The pipeline also is proposing a provision for reservation charge credits with “standards more in keeping with the industry norm.”
It would also replace its system-wide fixed fuel rate with two separate trackers, which it said are common in the industry. There would be one tracker for in-kind collection of fuel and lost and unaccounted for volumes used on its system, and another dollar-based tracker for costs of electric power used at compressor stations. TIGT also is proposing a cost recovery mechanism for pipeline integrity costs.
Finally, it would roll into TIGT rates the facilities of Pony Express Pipeline and the Kansas City Line. “Today, these assets provide essential natural gas functions integral to TIGT’s service to firm shippers,” the pipeline told FERC. “Further, the revenues from these facilities exceed their cost of service. The facilities are operated on an integrated basis with TIGT’s traditional system, and significantly enhance the flexibility and reliability of the TIGT system.
Since the 1998 rate case, TIGT said its cost of service has increased to more than $123.71 million from $109.7 million while rate base has declined to $335.65 million from $423.42 million and throughput has shrunk to 139.31 million Dth from 201.51 million Dth.

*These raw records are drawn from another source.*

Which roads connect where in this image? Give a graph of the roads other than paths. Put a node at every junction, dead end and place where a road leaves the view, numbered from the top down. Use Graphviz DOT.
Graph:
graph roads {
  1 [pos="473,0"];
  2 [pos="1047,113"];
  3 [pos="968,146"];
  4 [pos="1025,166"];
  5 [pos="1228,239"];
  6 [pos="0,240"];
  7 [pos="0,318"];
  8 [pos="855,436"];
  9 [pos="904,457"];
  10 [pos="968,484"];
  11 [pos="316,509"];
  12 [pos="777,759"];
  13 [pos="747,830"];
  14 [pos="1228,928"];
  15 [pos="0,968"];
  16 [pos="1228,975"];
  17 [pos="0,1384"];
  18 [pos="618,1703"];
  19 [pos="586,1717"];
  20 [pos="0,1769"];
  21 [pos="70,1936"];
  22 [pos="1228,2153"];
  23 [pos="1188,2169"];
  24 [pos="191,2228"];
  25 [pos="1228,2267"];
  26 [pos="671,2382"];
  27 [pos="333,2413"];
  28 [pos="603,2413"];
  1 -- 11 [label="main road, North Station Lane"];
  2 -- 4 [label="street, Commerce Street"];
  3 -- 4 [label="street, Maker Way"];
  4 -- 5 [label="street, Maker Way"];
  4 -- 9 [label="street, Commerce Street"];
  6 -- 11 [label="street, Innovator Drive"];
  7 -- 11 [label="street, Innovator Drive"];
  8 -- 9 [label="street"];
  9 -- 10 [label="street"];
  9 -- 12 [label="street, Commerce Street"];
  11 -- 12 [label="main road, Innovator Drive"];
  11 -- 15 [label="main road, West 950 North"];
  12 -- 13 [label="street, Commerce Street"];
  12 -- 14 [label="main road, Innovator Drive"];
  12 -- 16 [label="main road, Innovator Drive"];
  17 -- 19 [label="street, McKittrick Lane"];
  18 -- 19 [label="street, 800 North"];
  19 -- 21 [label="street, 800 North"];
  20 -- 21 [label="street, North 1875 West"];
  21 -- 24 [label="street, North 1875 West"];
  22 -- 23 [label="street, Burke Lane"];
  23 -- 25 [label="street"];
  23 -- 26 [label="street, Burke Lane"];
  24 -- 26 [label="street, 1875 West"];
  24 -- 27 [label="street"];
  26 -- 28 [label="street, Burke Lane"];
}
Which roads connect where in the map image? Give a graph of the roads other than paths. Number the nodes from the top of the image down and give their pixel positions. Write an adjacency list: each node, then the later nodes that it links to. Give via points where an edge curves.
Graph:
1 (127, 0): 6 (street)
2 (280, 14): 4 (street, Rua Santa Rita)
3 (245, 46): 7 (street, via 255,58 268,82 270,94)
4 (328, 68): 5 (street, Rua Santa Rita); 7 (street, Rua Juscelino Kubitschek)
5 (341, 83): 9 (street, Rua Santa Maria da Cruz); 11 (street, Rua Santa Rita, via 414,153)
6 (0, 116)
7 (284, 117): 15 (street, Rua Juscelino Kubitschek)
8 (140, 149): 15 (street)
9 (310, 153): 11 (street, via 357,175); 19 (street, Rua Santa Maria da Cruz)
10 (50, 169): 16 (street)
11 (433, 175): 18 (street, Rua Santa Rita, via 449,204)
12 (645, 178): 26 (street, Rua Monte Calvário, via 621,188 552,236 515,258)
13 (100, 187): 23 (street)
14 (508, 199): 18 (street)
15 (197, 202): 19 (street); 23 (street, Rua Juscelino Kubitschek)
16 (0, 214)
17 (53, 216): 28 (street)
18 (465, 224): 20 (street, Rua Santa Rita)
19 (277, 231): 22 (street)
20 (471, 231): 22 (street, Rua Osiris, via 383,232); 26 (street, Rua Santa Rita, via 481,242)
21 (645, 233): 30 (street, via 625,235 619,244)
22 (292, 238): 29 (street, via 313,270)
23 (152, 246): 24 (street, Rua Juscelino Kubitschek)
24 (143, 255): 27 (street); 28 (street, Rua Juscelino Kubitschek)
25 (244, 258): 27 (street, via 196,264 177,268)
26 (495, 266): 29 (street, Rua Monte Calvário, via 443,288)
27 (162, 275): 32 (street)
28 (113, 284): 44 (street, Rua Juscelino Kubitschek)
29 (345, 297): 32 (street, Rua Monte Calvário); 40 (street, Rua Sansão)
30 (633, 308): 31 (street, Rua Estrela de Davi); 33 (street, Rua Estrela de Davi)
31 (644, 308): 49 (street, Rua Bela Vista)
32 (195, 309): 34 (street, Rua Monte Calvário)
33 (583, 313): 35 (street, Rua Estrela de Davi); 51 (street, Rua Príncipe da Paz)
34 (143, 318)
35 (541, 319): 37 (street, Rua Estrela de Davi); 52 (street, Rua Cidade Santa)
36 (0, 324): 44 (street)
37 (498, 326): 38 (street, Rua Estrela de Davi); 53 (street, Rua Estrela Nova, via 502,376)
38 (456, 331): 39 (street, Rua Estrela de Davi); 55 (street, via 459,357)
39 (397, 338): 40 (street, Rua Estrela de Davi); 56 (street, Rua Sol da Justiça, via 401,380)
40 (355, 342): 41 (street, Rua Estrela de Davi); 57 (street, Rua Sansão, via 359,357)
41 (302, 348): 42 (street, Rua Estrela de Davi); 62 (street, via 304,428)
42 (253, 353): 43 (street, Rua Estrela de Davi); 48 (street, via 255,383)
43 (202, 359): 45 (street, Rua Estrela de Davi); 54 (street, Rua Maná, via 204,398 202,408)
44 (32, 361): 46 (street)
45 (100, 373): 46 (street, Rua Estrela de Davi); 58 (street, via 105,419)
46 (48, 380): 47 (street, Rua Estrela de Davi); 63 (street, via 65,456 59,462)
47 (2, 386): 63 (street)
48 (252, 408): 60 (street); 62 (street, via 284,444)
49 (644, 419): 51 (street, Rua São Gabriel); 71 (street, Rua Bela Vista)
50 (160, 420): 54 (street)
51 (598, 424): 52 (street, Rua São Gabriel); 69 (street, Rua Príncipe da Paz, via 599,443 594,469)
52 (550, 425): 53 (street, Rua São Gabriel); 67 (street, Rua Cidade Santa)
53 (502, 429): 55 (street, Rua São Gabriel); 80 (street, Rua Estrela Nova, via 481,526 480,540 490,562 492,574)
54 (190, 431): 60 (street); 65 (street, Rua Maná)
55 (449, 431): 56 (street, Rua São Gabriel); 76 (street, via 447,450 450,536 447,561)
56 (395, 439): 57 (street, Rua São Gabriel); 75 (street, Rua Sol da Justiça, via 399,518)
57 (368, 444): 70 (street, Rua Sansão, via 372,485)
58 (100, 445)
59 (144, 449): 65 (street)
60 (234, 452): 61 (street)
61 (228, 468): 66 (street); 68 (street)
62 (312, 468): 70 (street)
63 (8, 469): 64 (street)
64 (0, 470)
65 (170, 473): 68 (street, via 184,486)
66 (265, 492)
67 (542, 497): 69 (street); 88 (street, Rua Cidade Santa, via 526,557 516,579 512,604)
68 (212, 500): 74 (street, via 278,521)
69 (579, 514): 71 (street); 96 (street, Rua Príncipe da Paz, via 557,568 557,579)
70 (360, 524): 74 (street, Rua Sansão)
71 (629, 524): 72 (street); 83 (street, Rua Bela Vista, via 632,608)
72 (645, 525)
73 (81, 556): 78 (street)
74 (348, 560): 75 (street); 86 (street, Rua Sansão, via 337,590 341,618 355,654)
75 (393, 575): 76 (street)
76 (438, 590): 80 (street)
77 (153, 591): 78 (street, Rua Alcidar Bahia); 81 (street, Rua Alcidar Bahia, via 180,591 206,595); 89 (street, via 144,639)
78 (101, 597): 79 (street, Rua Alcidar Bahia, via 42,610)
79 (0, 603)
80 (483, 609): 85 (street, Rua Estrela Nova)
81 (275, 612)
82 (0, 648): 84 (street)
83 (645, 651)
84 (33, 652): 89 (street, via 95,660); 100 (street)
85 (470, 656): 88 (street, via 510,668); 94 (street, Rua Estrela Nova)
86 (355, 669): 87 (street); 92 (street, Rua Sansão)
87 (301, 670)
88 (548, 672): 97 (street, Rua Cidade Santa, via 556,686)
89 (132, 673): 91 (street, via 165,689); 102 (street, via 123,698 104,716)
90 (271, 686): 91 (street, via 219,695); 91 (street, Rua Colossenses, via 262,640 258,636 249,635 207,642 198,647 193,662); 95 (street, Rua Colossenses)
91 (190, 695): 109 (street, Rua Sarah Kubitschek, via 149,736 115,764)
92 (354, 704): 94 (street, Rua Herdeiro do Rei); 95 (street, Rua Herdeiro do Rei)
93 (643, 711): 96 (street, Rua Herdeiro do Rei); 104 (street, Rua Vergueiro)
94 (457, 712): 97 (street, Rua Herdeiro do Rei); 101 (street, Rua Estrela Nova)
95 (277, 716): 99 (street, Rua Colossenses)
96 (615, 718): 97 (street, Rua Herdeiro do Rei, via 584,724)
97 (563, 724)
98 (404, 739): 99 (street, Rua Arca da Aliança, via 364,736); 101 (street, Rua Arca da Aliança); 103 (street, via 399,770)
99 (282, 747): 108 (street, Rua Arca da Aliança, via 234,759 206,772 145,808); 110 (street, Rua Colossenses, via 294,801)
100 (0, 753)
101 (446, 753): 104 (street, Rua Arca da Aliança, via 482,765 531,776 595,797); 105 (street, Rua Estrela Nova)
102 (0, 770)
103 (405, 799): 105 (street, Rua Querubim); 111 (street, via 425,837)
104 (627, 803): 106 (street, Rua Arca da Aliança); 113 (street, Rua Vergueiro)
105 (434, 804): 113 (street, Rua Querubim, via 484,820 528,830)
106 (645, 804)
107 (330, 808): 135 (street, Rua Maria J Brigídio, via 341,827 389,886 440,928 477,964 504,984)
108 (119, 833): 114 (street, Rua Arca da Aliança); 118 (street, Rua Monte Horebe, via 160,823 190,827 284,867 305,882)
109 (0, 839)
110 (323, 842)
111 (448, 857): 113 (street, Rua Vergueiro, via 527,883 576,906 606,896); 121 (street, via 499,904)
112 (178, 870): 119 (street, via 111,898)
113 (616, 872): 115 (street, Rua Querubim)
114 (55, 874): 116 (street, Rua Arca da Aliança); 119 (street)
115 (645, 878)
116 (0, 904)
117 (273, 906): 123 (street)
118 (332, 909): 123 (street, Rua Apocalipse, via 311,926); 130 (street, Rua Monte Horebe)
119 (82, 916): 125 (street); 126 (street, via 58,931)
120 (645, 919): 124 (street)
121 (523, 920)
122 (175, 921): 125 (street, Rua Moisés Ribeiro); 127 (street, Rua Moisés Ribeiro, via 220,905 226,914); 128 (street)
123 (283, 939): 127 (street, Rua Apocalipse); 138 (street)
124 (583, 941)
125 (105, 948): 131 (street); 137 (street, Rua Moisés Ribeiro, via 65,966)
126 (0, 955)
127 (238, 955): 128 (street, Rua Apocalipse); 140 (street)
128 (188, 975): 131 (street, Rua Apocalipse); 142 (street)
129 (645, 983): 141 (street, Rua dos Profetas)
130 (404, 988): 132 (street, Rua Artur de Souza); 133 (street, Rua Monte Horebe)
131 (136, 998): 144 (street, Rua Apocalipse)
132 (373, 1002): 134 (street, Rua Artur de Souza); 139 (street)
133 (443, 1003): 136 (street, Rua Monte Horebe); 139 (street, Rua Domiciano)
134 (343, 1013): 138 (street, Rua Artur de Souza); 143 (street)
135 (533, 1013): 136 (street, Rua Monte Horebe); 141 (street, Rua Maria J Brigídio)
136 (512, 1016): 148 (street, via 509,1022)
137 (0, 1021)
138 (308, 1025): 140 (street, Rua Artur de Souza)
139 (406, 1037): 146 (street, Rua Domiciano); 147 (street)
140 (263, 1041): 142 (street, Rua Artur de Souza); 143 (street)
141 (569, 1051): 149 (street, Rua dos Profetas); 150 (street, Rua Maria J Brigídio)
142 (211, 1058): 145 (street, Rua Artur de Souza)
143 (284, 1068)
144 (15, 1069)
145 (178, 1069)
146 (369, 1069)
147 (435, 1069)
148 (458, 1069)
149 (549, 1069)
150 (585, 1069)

A cost of service and revenue study the pipeline filed in early October showed "...that TIGT is under-recovering its annual cost of service, even without the recognition of prospective trends and related adjustments, by over $40 million.
"Subsequent to the  Section 5 proceeding, there have been many changes in the natural gas marketplace resulting from the development of non-conventional natural gas resources," TIGT said. "Such changes have included variations in the price of natural gas and a reduction in the price differentials across regions."
For Monday's gas day, Tallgrass gas receipts were running less than 50% of operating capacity at the majority of its receipt points, according to Patrick Rau, NGI director of strategy and research.
"Conventional producing areas such as the Wind River Basin in Wyoming and the Hugoton Basin in Kansas were no doubt once major contributors to Tallgrass," Rau said. "But today, receipts are dominated by two areas: the Niobrara/Denver-Julesburg/Wattenberg area of Northwest Colorado, and the Powder River Basin in Wyoming. Those areas are primarily wet gas and oil-focused, with dry gas being much more of an afterthought."
U.S. Capital Advisors LLC analyst Becca Followill, who follows the pipeline, told NGI the move by TIGT is "not terribly surprising, given that they have been earning a pretty low ROE [return on equity] for the past three years (average 4.1% over past three years, by our calculation). The trend has been [for pipelines] to eliminate fixed fuel rates with trackers, and another trend has been to implement a recovery mechanism for system reliability costs. We also have thought that over time, pipelines will make more use of postage stamp rates instead of zonal."
TIGT, a unit of Tallgrass Energy Partners LP, operates 4,645 miles of pipeline in Colorado, Kansas, Nebraska, Missouri and Wyoming. It also owns the Huntsman gas storage facility in Cheyenne County, NE, which has 15.1 Bcf of working gas capacity. The TIGT system was previously owned by Kinder Morgan Energy Partners (see Daily GPI, Nov. 14, 2012), after Kinder acquired KN Energy in 1999 (see Daily GPI, July 12, 1999).
About two years ago, FERC allowed TIGT to sell a 432-mile segment of its mainline to affiliate Tallgrass Pony Express so it could be converted to crude service from the Bakken and Denver-Julesburg/Niobrara basins (see Shale Daily, Sept. 16, 2013).